-- REQUIREMENT --
Consider the entries given below. Count the lines that include "Playfair" and give only the count.
################
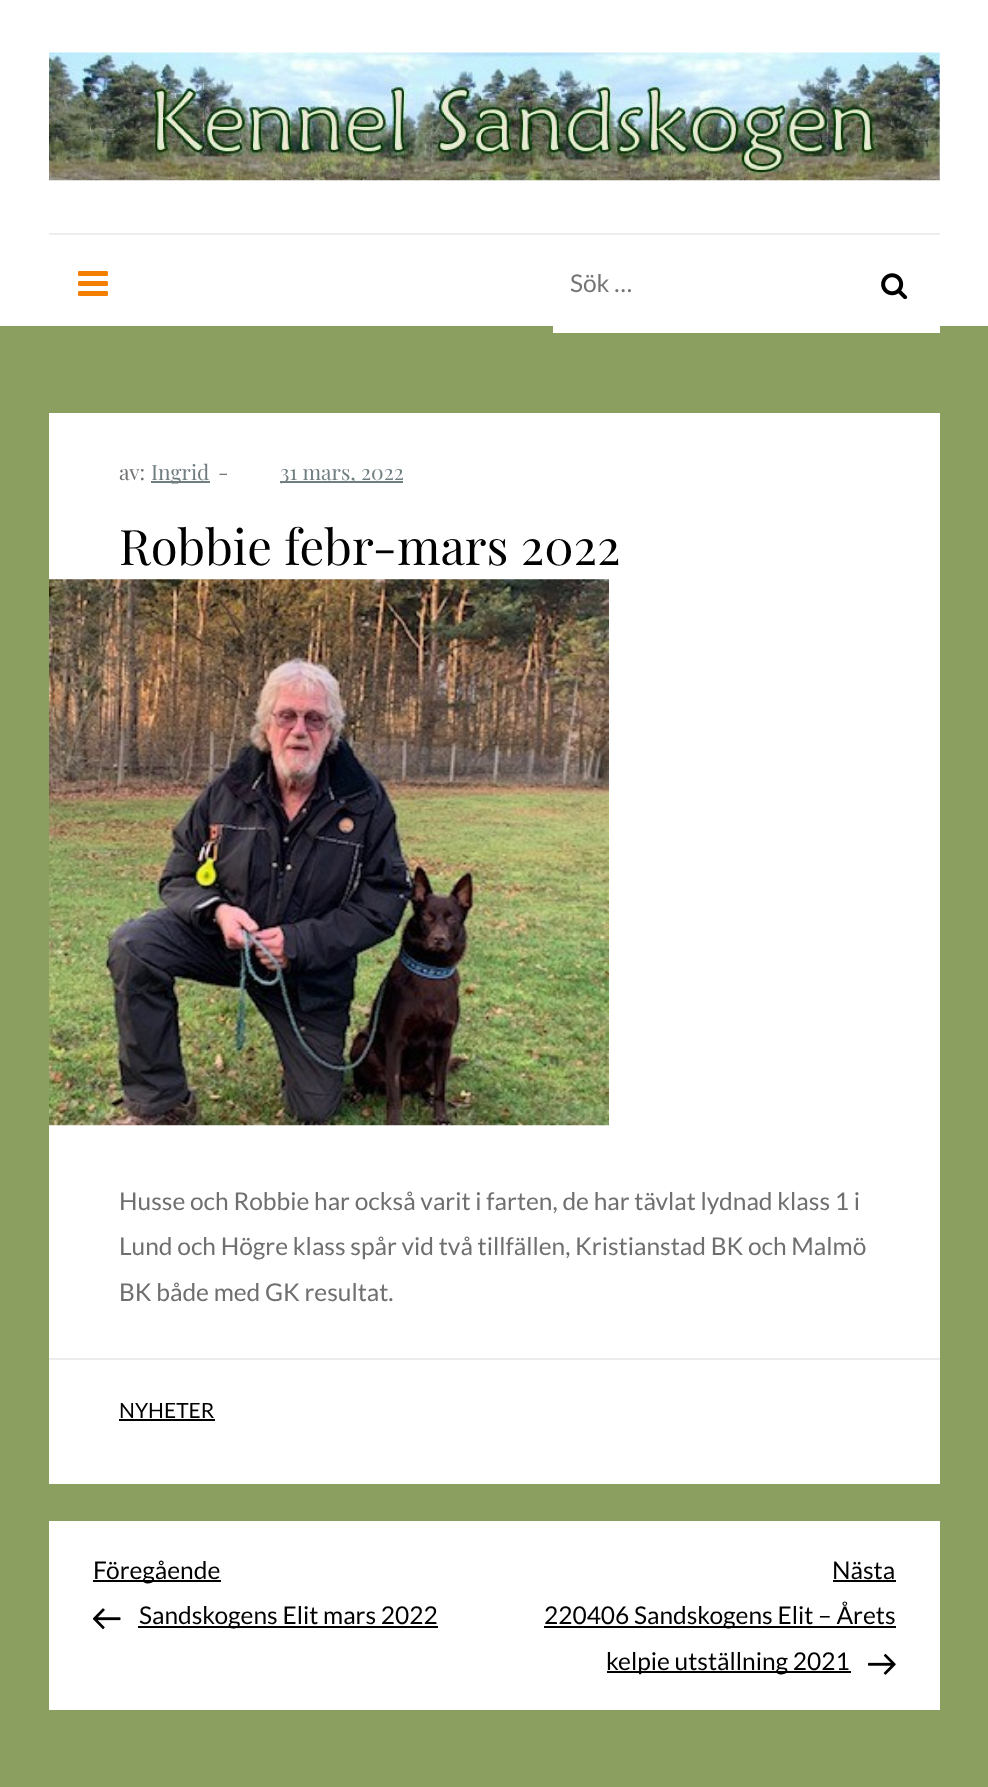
<!DOCTYPE html>
<meta charset="utf-8">
<style>body { margin: 0 } canvas { display: block }</style>
<canvas id="canvas" width="988" height="1787"></canvas>
<script type="module">
  const canvas = document.getElementById("canvas");
  const g = canvas.getContext("2d");
  g.miterLimit = 4;
  g.fontKerning = "normal";
  function drawText(s, x, y, [font, color]) {
    g.font = font;
    g.fillStyle = color;
    g.fillText(s, x, y);
  }
  function fillBox(x, y, w, h, color) {
    g.fillStyle = color;
    g.fillRect(x, y, w, h);
  }
  async function drawPicture(src, x, y, w, h) {
    const img = new Image();
    img.src = src;
    await img.decode();
    g.drawImage(img, x, y, w, h);
  }

  const s1 = ["24.5px Lato", "#757575"];
  const s2 = ["21px Playfair Display", "#6F6F6F"];
  const s3 = ["21px Playfair Display", "#717E81"];
  const s4 = ["49px Playfair Display", "#000000"];
  const s5 = ["24.5px Lato", "#6F6F6F"];
  const s6 = ["21px Lato", "#000000"];
  const s7 = ["24.5px Lato", "#000000"];

  fillBox(0, 0, 988, 1787, "#8BA060");
  fillBox(0, 0, 988, 326, "#FFFFFF");
  fillBox(49, 233, 891, 2, "#EEEEEE");
  await drawPicture("pic1.png", 49, 52, 891, 129);
  await drawPicture("pic2.png", 78, 271, 30, 25);
  fillBox(553, 326, 387, 7, "#FFFFFF");
  drawText("Sök …", 570, 292, s1);
  await drawPicture("pic3.png", 881, 273, 27, 26);
  fillBox(49, 413, 891, 1071, "#FFFFFF");
  drawText("av:", 119, 480, s2);
  fillBox(151, 481, 59, 2, "#717E81");
  drawText("Ingrid", 151, 480, s3);
  drawText("-", 218, 480, s2);
  fillBox(280, 481, 123, 2, "#717E81");
  drawText("31 mars, 2022", 280, 480, s3);
  drawText("Robbie febr-mars 2022", 119, 565, s4);
  await drawPicture("pic4.png", 49, 579, 560, 547);
  fillBox(49, 1358, 891, 2, "#EDEDED");
  drawText("Husse och Robbie har också varit i farten, de har tävlat lydnad klass 1 i", 119, 1210, s5);
  drawText("Lund och Högre klass spår vid två tillfällen, Kristianstad BK och Malmö", 119, 1255, s5);
  drawText("BK både med GK resultat.", 119, 1301, s5);
  drawText("NYHETER", 119, 1418, s6);
  fillBox(119, 1419, 96, 2, "#000000");
  fillBox(49, 1521, 891, 189, "#FFFFFF");
  fillBox(93, 1580, 128, 2, "#000000");
  drawText("Föregående", 93, 1579, s7);
  await drawPicture("pic5.png", 93, 1608, 28, 22);
  fillBox(138, 1626, 300, 2, "#000000");
  drawText("Sandskogens Elit mars 2022", 139, 1624, s7);
  drawText("Nästa", 832, 1579, s7);
  fillBox(833, 1580, 63, 2, "#000000");
  fillBox(544, 1626, 352, 2, "#000000");
  drawText("220406 Sandskogens Elit – Årets", 544, 1624, s7);
  fillBox(607, 1671, 244, 2, "#000000");
  drawText("kelpie utställning 2021", 606, 1670, s7);
  await drawPicture("pic6.png", 868, 1653, 28, 22);
</script>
################
-- ANSWER SECTION --
3